Over the course of the weekend, I slipped into an alternate version of myself—the one who had never chosen Bowdoin. I attended class, ate in the dining halls, studied in the library, showered in her dorm and went out with her friends. Gallivanting around the city, I took full advantage of the luxuries of an urban campus. Sipping a $17 smoothie from Erewhon, my sister and I wandered through Griffith Park, Beverly Hills and Malibu. I was quickly enveloped by the flashy perks of city college life. I didn’t feel like a student so much as a 20-something living in Los Angeles, free and independent, untethered from the boundaries of a traditional campus.

But something was missing: community.

Walking through my sister’s dining hall, I was struck by how empty it felt—and by how many students were eating alone. At Thorne or Moulton, you can walk in solo and almost always end up sitting with someone you know or someone you’re about to know. Visiting my sister, there seemed to be a noticeable absence of campus culture. My sister explained that most students went off campus not just for meals but for nearly everything else. Instead of campus parties, students went to clubs. Instead of lingering on the quad or playing a board game in someone’s room, they dispersed into the city for entertainment.

The things I love most about college—the small side quests around campus, the moments of laughter in Smith, the two-hour dinners surrounded by new friends—didn’t exist in the same way. The quiet bonds forged between students, whether splitting an Uber to the airport or ending up next to each other in downward dog at Monday night yoga, felt fleeting there. At Bowdoin, those moments accumulate; there, they seemed to dissipate.

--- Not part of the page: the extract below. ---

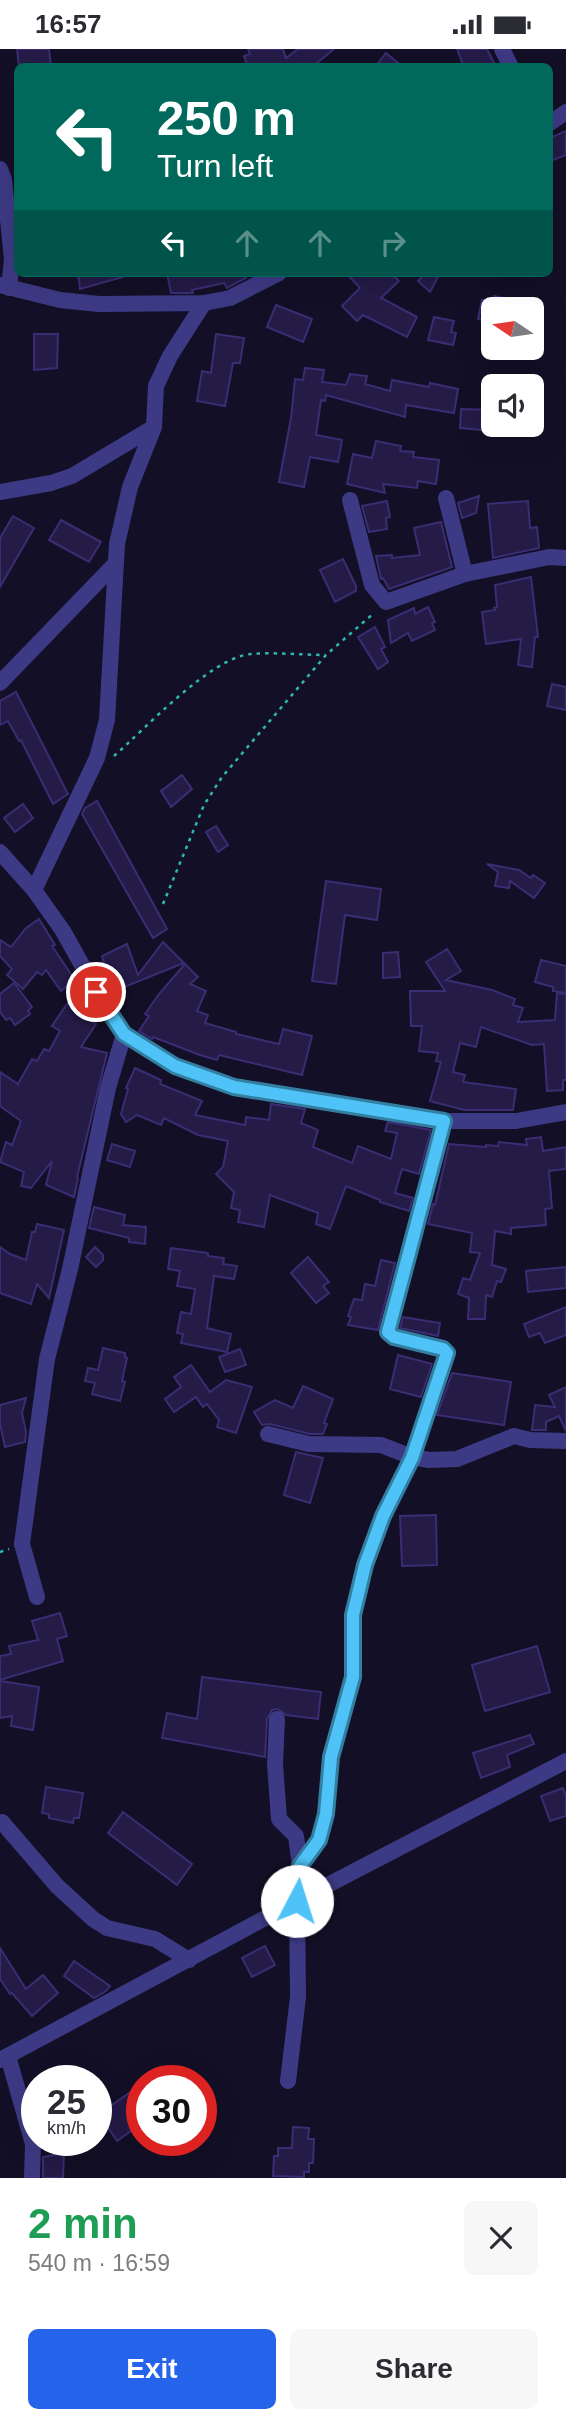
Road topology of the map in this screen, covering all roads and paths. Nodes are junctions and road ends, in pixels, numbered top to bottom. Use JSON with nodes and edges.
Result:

I recently took a high school senior who was considering Bowdoin on a tour of campus. As is my wont when I get nervous, I just jabbered on and on about anything and everything Bowdoin related. However, I found myself coming back to one thing: the people. I couldn’t stop gushing about how much I loved my friends, my roommates, my professors, but also the unexpected relationships, those with the librarians, the dining hall workers and the random Brunswick residents.

My college experience has been defined by these unlikely friendships. The clearest example is my first-year floormates—a ragtag group with seemingly nothing in common. From San Diego to Long Island, this group came together on the second floor of Coleman Hall in August 2024 and has been inseparable ever since. Nearly every night, like clockwork, we gathered in someone’s room to talk about our days, laugh at ridiculous videos or simply sit together while we worked. I don’t know if that group would have ever come together outside the Bowdoin bubble. But within it, those friendships became foundational—and reminded me that sometimes, the cold comes with something warmer in return.

While I waited at my gate for my flight home, I found myself excited to return, even if it meant trekking through the snow to class. My journey to Los Angeles, while initially in pursuit of sunshine and Sweetgreen, reminded me of why 17-year-old me chose this version of myself, the one that went to Bowdoin.

Erin Jones is a member of the Class of 2028.